ARIZONA CARDINALS

Honey Badger 101

Sep 24, 2013, 6:55 PM | Updated: 6:55 pm

One of the more interesting stories of the 2013 NFL season is Arizona Cardinals safety/cornerback/badger Tyrann Mathieu. I continue to be amazed at this rookie’s football acumen and ability to make plays on the field.

In the first week of the season he made one of the best plays a player could make, punching the ball out of the arms of Rams TE Jared Cook as he sprinted toward the goal line. That play saved a touchdown for Big Red. The next week, against the Lions, Mathieu made a game-clinching tackle on 4th & 4, jumping Nate Burleson with a strong tackle, keeping him short of the stakes on a slant route. Last week, he made tackles all over the field and picked off Drew Brees in the end zone as the Saints were preparing to score.

He’s created two turnovers in three games.

Although this is consistent with his college career and the production he turned out at LSU, it was what Tyrann Mathieu said to a reporter last week that shed light on why the Honey Badger is so adept at making plays and creating turnovers that caught my attention. This kid is brilliant, the maestro of mash, the Picasso of Pigskin, the Einstein of all things relative to the gridiron.

Listening to what the Honey Badger told Jim Trotter of Sports Illustrated, describing the 4th & 4 tackle against the Lions, as a former player, filled me with awe and appreciation and made me realize the foundation of this rookie is his brain. This kid is special. Behold:

“I wouldn’t say that I KNEW the ball was coming to me but there was a high probability that they would target me. They ran this route probably the entire game when I was out wide, so my whole thought process is, “They’re going to run Calvin (Johnson) away like they’ve been doing and try to get the ball quick on a slant route or drag route so he can outrun everybody, or they’re going to come to me backside.” Earlier in the game these two guys (Johnson and Burleson) were closer to each other in this formation, so when I see Nate move farther out, I already know he’s trying to get back to the inside.
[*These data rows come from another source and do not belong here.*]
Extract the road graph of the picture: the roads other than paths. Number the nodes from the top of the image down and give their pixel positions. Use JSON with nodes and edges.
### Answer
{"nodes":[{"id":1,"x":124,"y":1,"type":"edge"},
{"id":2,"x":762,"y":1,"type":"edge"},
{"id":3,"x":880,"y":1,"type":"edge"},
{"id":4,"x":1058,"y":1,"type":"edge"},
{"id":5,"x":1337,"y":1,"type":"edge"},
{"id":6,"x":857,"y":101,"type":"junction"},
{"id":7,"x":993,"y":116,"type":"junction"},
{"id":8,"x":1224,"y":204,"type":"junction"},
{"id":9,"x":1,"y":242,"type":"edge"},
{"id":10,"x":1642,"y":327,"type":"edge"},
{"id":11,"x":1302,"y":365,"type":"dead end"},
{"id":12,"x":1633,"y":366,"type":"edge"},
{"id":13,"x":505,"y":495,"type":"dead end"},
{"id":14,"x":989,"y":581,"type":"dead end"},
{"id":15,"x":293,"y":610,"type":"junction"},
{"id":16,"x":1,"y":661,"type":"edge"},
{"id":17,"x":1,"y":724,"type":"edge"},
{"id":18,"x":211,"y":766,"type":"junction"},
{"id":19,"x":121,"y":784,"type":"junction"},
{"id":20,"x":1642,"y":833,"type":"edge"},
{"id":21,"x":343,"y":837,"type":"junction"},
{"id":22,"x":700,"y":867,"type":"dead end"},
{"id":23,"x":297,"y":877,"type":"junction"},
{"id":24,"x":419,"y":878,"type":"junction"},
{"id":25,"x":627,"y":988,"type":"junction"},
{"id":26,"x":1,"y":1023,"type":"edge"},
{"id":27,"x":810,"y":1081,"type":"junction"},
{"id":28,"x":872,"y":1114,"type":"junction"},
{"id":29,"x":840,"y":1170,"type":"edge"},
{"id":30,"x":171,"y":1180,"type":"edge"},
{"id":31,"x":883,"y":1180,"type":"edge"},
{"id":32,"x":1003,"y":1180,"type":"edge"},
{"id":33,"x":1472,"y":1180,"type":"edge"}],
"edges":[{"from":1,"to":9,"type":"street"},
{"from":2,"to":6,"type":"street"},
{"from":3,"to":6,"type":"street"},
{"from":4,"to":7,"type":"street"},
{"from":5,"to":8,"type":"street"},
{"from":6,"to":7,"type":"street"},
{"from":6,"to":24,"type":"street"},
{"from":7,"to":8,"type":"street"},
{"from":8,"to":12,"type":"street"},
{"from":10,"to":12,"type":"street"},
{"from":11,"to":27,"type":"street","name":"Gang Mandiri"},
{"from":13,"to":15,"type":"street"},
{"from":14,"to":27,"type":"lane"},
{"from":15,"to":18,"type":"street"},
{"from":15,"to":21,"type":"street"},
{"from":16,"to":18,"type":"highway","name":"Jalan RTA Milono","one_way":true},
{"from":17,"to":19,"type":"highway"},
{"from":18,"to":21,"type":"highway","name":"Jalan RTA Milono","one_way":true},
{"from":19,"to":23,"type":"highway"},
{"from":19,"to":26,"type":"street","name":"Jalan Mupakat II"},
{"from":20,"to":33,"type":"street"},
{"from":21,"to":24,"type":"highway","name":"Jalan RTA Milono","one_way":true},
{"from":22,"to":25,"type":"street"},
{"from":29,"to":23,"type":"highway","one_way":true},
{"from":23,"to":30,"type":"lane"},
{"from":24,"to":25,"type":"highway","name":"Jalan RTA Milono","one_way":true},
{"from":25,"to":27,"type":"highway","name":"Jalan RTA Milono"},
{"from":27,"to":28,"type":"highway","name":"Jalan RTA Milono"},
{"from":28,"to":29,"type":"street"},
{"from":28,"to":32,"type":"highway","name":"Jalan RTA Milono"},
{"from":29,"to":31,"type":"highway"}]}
My whole thing was that I’m just going to try to (disrupt) him at the line of scrimmage. I know he’s not going to go deep because I’ve got a deep safety back there, so I really just want to take away the inside and drive on the ball.

We had pressure on so the ball had to come out quick. We were in man coverage, but I didn’t want to get right up on him at the line of scrimmage. He’s a crafty vet. He was pulling my arm and doing all kinds of things to me during the game and I wasn’t about to get into a mind game with him. I was just going to back off a bit, wait for him to come and try to press on me, then get my hands on him and redirect him.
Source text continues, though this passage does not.